- [Exercise details]: Pull out every line of the listing below where "fontKerning" appears.

- [Given data]:

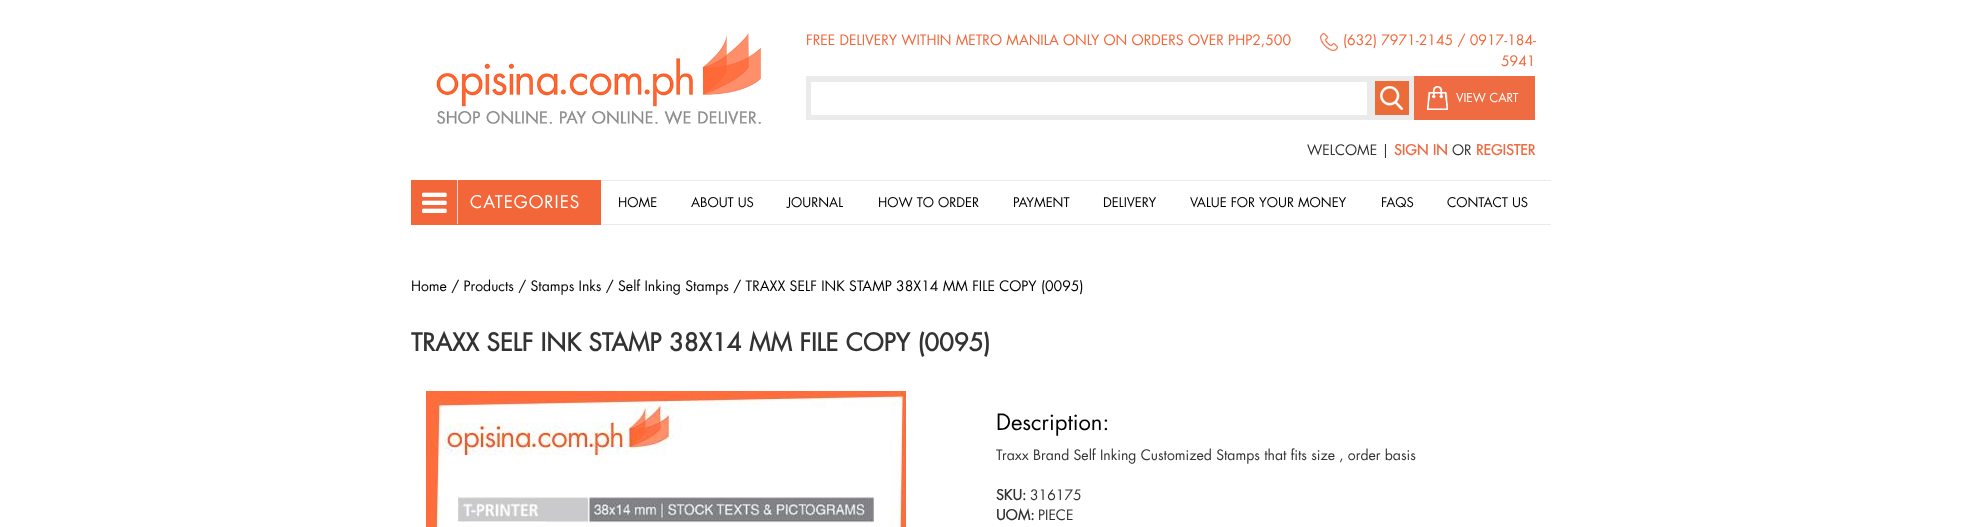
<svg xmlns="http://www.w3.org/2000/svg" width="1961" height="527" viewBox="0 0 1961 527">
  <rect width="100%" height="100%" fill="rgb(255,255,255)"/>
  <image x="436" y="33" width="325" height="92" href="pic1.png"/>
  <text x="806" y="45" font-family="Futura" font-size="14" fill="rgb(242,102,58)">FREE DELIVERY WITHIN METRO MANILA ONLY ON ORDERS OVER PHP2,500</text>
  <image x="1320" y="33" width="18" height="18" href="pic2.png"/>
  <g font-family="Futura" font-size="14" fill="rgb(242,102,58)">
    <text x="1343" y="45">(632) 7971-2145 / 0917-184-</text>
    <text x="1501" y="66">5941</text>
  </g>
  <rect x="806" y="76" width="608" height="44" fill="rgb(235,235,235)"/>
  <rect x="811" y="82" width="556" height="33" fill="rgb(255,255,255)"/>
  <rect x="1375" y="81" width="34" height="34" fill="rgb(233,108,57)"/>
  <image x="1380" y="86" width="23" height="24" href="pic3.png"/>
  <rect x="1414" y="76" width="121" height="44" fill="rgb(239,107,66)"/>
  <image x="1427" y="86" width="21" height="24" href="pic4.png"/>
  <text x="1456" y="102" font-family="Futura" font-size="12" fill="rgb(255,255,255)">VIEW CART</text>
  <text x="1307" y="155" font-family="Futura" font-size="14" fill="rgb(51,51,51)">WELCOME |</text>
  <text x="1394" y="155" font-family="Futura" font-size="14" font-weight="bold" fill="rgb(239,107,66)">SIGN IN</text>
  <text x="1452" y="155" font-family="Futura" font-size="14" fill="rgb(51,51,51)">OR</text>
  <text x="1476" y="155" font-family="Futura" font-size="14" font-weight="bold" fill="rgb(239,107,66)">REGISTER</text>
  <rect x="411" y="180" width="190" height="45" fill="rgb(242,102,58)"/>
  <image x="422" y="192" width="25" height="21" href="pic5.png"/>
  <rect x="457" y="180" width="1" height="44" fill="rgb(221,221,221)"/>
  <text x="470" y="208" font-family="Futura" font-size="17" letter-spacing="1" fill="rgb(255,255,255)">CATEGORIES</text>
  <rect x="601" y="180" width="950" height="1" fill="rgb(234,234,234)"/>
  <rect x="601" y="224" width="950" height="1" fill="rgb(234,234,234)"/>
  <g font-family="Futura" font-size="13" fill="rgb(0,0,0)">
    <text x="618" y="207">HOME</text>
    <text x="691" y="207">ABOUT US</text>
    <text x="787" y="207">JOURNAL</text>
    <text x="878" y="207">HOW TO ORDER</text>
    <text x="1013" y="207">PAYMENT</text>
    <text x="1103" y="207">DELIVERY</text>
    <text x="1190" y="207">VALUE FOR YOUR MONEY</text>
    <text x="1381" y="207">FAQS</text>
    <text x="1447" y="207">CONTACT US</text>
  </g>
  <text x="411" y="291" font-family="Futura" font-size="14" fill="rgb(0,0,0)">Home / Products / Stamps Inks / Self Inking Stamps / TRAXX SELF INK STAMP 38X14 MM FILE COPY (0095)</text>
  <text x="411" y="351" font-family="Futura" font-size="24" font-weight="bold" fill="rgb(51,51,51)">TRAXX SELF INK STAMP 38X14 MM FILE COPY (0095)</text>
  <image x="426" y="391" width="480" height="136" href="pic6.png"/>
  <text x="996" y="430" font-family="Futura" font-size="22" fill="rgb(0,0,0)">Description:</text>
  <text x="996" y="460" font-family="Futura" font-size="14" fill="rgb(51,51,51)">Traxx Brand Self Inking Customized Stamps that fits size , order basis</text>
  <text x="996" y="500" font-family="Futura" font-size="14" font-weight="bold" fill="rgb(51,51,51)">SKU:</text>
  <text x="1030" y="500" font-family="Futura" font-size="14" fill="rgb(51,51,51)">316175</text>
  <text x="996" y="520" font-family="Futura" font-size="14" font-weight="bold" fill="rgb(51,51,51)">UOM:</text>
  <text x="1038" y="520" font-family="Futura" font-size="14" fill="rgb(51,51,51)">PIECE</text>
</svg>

* * *

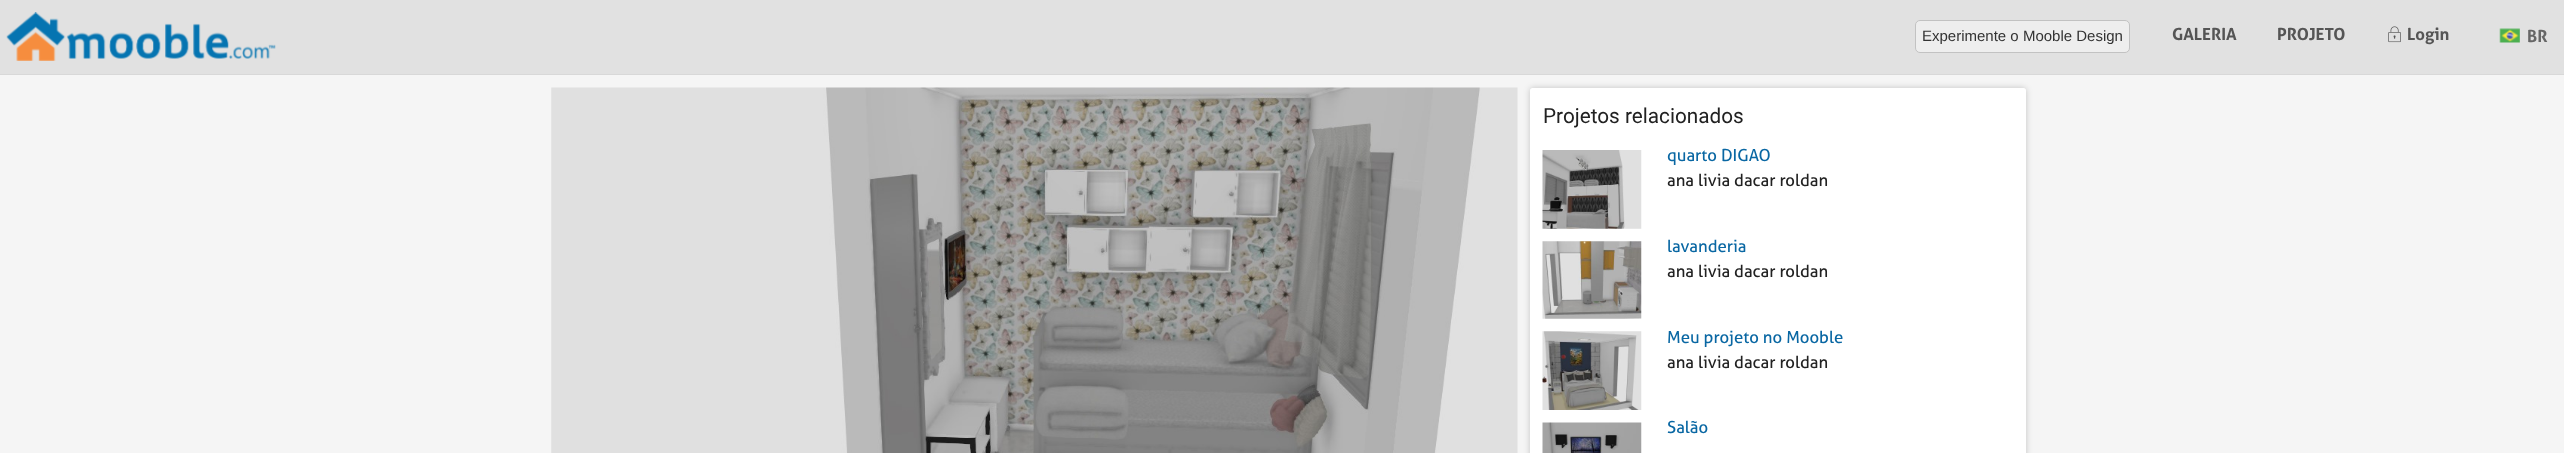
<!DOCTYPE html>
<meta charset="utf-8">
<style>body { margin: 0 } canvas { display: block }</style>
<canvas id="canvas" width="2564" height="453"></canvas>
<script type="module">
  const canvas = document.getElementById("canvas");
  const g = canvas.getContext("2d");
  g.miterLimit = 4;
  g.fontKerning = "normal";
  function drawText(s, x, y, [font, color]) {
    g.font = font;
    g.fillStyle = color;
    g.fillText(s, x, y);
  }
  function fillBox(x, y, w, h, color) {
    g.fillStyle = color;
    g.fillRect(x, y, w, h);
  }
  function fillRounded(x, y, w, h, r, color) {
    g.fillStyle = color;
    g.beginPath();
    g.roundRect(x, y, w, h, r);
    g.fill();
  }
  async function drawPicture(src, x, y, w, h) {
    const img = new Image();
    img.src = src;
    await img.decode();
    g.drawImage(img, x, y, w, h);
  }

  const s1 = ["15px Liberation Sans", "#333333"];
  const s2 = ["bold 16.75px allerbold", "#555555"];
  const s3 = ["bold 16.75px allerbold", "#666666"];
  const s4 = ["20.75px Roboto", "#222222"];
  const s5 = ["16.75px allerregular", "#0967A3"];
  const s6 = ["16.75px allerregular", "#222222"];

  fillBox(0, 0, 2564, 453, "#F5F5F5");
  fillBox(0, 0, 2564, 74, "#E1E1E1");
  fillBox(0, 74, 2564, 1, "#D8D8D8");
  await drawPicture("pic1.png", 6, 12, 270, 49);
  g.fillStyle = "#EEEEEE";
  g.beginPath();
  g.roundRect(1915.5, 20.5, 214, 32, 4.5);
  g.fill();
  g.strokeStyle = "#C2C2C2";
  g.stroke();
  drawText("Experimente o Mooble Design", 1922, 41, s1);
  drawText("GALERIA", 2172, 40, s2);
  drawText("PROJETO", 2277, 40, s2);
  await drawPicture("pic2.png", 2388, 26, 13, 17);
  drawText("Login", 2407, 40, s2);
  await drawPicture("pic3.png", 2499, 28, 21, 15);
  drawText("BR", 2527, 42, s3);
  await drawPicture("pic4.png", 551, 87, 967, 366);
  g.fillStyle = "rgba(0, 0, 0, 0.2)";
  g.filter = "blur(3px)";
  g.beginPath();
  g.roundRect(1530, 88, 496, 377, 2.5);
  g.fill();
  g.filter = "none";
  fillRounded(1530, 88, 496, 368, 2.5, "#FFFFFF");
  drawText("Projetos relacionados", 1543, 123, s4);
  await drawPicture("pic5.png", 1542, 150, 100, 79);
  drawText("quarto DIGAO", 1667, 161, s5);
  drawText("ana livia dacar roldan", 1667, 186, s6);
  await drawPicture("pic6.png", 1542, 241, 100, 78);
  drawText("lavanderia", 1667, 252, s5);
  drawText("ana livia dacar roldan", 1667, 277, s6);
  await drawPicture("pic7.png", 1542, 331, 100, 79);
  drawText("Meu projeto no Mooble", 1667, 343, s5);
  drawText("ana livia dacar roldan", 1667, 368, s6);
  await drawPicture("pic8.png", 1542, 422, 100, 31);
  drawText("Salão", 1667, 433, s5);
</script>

==

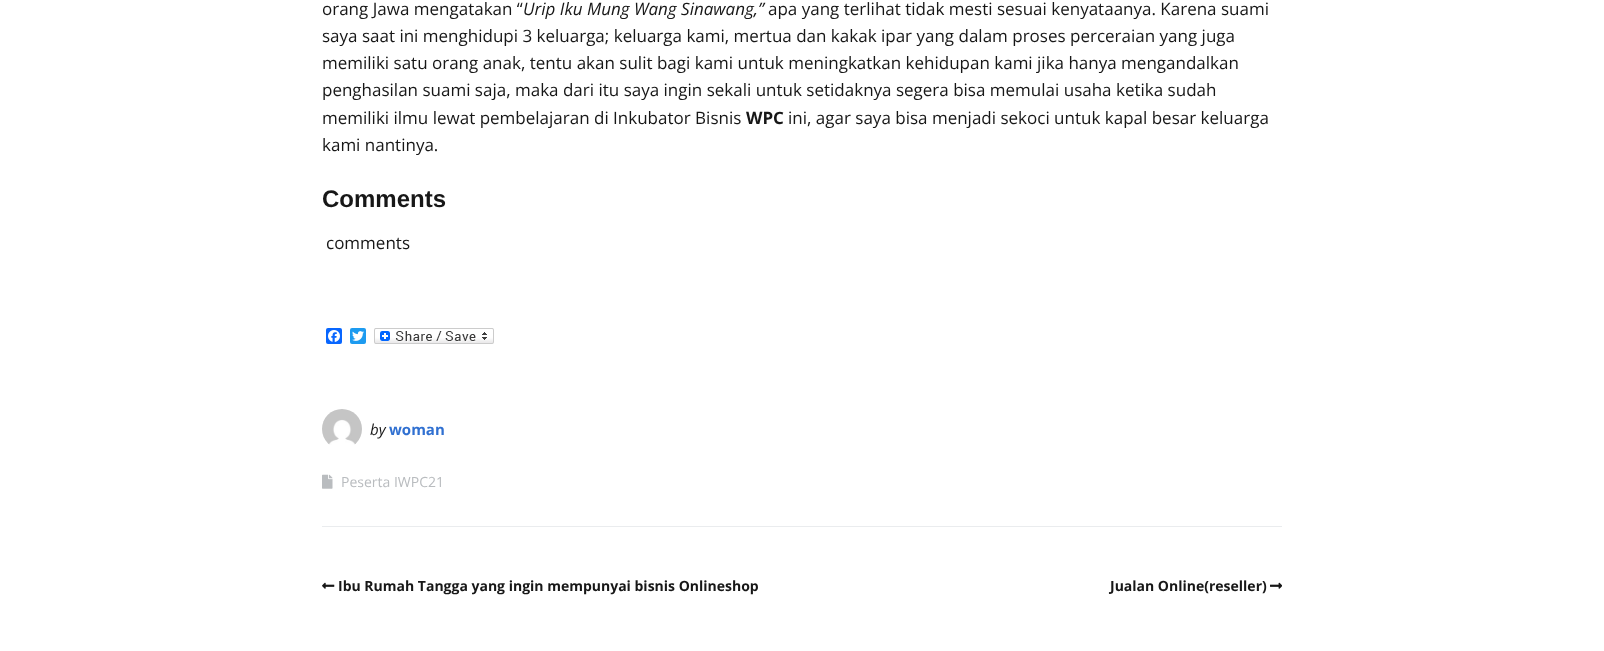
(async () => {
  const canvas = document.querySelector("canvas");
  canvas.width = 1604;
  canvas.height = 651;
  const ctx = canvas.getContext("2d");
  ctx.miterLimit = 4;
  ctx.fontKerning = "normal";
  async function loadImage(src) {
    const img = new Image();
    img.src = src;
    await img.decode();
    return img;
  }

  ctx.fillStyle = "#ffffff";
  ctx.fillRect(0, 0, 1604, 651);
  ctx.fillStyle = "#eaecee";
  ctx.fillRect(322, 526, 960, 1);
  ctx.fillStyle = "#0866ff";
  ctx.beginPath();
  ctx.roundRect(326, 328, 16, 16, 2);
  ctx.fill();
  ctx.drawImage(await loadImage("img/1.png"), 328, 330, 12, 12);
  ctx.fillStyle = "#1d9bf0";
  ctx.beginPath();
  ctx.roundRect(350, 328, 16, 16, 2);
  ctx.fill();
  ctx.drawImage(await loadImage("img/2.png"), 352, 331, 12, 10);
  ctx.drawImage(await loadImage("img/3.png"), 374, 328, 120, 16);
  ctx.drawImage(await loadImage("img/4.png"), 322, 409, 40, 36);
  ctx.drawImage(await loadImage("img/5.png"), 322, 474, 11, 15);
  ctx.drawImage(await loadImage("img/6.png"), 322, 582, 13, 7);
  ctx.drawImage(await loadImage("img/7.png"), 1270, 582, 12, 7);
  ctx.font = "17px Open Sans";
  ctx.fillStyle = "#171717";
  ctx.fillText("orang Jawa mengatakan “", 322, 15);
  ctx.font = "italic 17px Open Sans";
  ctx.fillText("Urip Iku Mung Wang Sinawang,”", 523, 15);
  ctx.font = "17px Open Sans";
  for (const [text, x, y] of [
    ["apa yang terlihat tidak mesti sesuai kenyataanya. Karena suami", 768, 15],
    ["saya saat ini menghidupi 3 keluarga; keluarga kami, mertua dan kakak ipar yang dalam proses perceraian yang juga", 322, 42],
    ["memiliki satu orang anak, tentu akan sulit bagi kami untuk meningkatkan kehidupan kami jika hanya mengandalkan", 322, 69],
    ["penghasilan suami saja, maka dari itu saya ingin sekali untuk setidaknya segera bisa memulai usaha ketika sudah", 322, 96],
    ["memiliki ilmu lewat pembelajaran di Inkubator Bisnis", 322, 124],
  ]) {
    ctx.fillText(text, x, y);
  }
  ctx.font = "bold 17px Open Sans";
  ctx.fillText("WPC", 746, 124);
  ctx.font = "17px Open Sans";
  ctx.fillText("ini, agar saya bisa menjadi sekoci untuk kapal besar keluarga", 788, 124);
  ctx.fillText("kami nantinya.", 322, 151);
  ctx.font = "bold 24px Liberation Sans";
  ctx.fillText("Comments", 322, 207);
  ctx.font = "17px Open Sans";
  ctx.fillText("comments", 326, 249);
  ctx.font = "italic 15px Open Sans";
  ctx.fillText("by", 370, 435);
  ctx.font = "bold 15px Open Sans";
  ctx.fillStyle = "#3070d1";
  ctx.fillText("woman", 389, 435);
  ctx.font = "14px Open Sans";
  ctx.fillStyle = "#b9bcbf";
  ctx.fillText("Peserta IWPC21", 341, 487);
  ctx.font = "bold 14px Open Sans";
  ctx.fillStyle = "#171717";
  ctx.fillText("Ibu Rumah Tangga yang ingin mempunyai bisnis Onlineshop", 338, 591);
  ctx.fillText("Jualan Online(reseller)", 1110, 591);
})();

- [Problem solution]:
  g.fontKerning = "normal";
  ctx.fontKerning = "normal";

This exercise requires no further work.